MONOLOGUE DU NOUS
——————————————————————————————————————————————————————————————————————————————————
Mise en Jeu par Stéphane Laudier, avec Jean Marc Bourg
Production V2 Schneider, Compagnie conventionnée par le département de l’Herault
Merci à PBM Distribution / Crédit Photo Philippe Dollo
Rendez-vous à 19h30 à la Baignoire
——————————————————————————————————————————————————————————————————————————————————
Monologue du nous : ce titre dit un échange impossible, et cependant les Nous-Quatre qui s’expriment et agissent dans son cadre le font bien en le respectant. Ils ont choisi la résistance et de la pratiquer sans illusions. Mais au nom de quoi puisqu’il n’y a plus ni valeurs ni règles ? Il ne leur reste que le désespoir : peut-il fournir l’excitant révolutionnaire qu’a seul fourni, et : depuis toujours, son contraire ?

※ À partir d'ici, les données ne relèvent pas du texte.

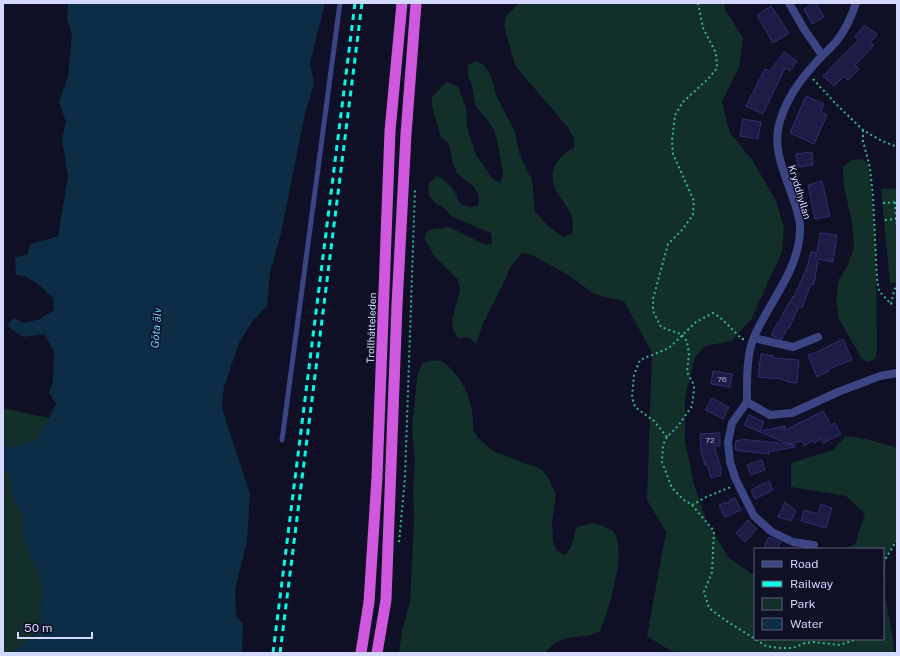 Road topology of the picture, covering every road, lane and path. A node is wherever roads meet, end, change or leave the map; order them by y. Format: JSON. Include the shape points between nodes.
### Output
{"nodes":[{"id":1,"x":340,"y":3,"type":"edge"},
{"id":2,"x":402,"y":3,"type":"edge"},
{"id":3,"x":416,"y":3,"type":"edge"},
{"id":4,"x":698,"y":3,"type":"edge"},
{"id":5,"x":789,"y":3,"type":"edge"},
{"id":6,"x":856,"y":3,"type":"edge"},
{"id":7,"x":822,"y":55,"type":"junction"},
{"id":8,"x":807,"y":72,"type":"junction"},
{"id":9,"x":863,"y":130,"type":"junction"},
{"id":10,"x":897,"y":147,"type":"edge"},
{"id":11,"x":415,"y":182,"type":"dead end"},
{"id":12,"x":896,"y":202,"type":"edge"},
{"id":13,"x":883,"y":203,"type":"dead end"},
{"id":14,"x":897,"y":219,"type":"edge"},
{"id":15,"x":885,"y":220,"type":"dead end"},
{"id":16,"x":897,"y":228,"type":"edge"},
{"id":17,"x":897,"y":284,"type":"edge"},
{"id":18,"x":682,"y":336,"type":"junction"},
{"id":19,"x":818,"y":337,"type":"dead end"},
{"id":20,"x":754,"y":338,"type":"junction"},
{"id":21,"x":897,"y":373,"type":"edge"},
{"id":22,"x":747,"y":402,"type":"junction"},
{"id":23,"x":667,"y":437,"type":"junction"},
{"id":24,"x":282,"y":440,"type":"dead end"},
{"id":25,"x":738,"y":484,"type":"junction"},
{"id":26,"x":692,"y":504,"type":"junction"},
{"id":27,"x":897,"y":540,"type":"edge"},
{"id":28,"x":814,"y":545,"type":"dead end"},
{"id":29,"x":399,"y":548,"type":"dead end"},
{"id":30,"x":884,"y":561,"type":"edge"},
{"id":31,"x":754,"y":639,"type":"edge"},
{"id":32,"x":756,"y":640,"type":"edge"},
{"id":33,"x":853,"y":640,"type":"edge"},
{"id":34,"x":361,"y":653,"type":"edge"},
{"id":35,"x":377,"y":653,"type":"edge"}],
"edges":[{"from":1,"to":24,"type":"lane"},
{"from":2,"to":34,"type":"highway","name":"Trollhätteleden","via":[[390,131],[376,501],[369,602]]},
{"from":3,"to":35,"type":"highway","via":[[397,305],[386,600]]},
{"from":4,"to":18,"type":"path","via":[[703,28],[716,53],[718,68],[683,102],[676,115],[673,154],[694,201],[693,215],[668,244],[653,299],[653,311],[661,327]]},
{"from":5,"to":7,"type":"street"},
{"from":6,"to":7,"type":"street","name":"Kryddhyllan","via":[[850,20],[838,39]]},
{"from":7,"to":8,"type":"street","name":"Kryddhyllan"},
{"from":8,"to":9,"type":"path"},
{"from":8,"to":20,"type":"street","name":"Kryddhyllan","via":[[791,95],[780,119],[777,138],[778,155],[800,225],[798,250],[787,277]]},
{"from":9,"to":10,"type":"path"},
{"from":9,"to":17,"type":"path","via":[[870,168],[877,279],[879,290],[891,304]]},
{"from":11,"to":29,"type":"path","via":[[405,478]]},
{"from":12,"to":13,"type":"path"},
{"from":12,"to":14,"type":"path"},
{"from":14,"to":15,"type":"path"},
{"from":14,"to":16,"type":"path"},
{"from":18,"to":20,"type":"path","via":[[696,322],[713,313],[721,317],[742,339]]},
{"from":18,"to":23,"type":"path","via":[[687,341],[689,354],[687,372],[694,385],[692,406]]},
{"from":18,"to":23,"type":"path","via":[[669,348],[640,360],[634,375],[632,397],[635,407],[654,421]]},
{"from":19,"to":20,"type":"street","via":[[793,347]]},
{"from":20,"to":22,"type":"street","name":"Kryddhyllan","via":[[746,372]]},
{"from":21,"to":22,"type":"street","via":[[880,376],[792,413],[770,414]]},
{"from":22,"to":25,"type":"street","via":[[732,423],[728,442],[730,462]]},
{"from":23,"to":26,"type":"path","via":[[663,445],[662,462],[672,488]]},
{"from":25,"to":26,"type":"path"},
{"from":25,"to":28,"type":"street","via":[[754,516],[772,532],[793,542]]},
{"from":26,"to":31,"type":"path","via":[[714,531],[712,572],[704,592],[710,608]]},
{"from":27,"to":30,"type":"path"},
{"from":32,"to":33,"type":"path","via":[[766,646],[793,648],[805,643],[840,645]]}]}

Bernard Noël a longtemps buté sur ce « Nous ».
Expérimentateur de toutes les formes, il a finalement choisi la fable. Abstraite d’abord, désincarnée, au début d’un récit qui devient presque un thriller, dans lequel le « Nous » prend peu à peu corps. Une fable politique à la fois précisément ancrée dans une actualité contemporaine mais qui nous brouille les filiations, les ressemblances. « Nous » – premier et dernier mot du livre – est ici un groupe de militants d’un mouvement révolutionnaire qui ne croit plus à la révolution. Ni aux lendemains qui chantent.
Le texte de Bernard Noël est une fable politique noire qui interroge le désespoir absolu comme ultime valeur révolutionnaire recevable.

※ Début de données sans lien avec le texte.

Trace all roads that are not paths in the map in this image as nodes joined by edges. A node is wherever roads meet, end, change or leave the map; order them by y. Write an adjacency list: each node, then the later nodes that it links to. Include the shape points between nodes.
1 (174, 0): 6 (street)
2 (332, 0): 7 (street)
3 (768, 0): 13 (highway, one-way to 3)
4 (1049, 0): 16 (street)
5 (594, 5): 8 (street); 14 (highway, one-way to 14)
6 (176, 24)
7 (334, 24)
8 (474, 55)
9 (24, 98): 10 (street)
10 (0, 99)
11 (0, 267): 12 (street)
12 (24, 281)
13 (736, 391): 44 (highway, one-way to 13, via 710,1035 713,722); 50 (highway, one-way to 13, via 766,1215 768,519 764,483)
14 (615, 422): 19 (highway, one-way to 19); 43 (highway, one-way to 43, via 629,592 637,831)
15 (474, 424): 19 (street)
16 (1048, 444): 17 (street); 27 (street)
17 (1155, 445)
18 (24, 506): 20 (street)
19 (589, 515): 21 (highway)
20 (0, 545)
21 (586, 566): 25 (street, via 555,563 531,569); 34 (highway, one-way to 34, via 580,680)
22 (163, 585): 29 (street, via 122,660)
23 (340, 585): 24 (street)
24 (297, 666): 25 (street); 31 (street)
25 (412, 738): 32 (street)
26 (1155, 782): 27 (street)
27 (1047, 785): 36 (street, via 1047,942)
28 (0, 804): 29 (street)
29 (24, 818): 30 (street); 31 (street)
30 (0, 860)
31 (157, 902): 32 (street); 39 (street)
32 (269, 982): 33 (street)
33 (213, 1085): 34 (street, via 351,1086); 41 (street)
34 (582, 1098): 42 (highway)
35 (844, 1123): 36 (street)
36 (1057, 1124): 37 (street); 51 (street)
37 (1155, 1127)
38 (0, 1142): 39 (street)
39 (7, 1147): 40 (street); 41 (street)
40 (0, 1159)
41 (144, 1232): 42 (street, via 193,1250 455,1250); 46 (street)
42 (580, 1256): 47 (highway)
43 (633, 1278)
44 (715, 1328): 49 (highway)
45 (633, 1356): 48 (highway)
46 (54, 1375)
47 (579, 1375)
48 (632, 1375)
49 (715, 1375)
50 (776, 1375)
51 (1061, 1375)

Il y a dans ce livre autant de Nous que de phrases.
La contrainte stylistique que s’impose l auteur, consistant à commencer chacune d’elles par ledit pronom, entraîne d’emblée son écriture dans un mouvement vertigineux.
Monologuer, c’est parler avec soi-même. Si l’on décale un peu le genre, c’est parler avec l’Autre comme s’il était soi-même. Cet exercice, qui décale la parole, révèle tout à coup qu’il permet à l’écriture de s’exprimer crûment dans un face à face avec son sujet.
Bernard Noël a poursuivi cette confrontation en passant du On au Vous, du Il au Tu, du Je au Elle, dans différents livres mais il a longtemps désespéré de jeter le Nous dans ce jeu où prendre la tête des phrases, c’est risquer l’auto-destruction. Finalement, après bien des années dans l’impossible, le Nous a tiré derrière lui une histoire de violence et de désespoir qui est aussi une fable politique d’assez mauvais genre pour servir de fable d’actualité puisqu’il y est question de désespoir politique et de terrorisme…
////////////////////////////////
Bernard Noël est considéré comme l’un des écrivains les plus importants de sa génération. Salué par Aragon, Mandiargues et Blanchot, son œuvre, immense par son engagement et son exigence, compte plus d’une cinquantaine de titres et de très nombreux livres d’artistes.
Dernières parutions : Avec Edith Azam, «Retours de langue»,
Éditions Faï Fioc, 2018. «Sur le fil ténu des départs», Dumerchez, éditeur, 2019.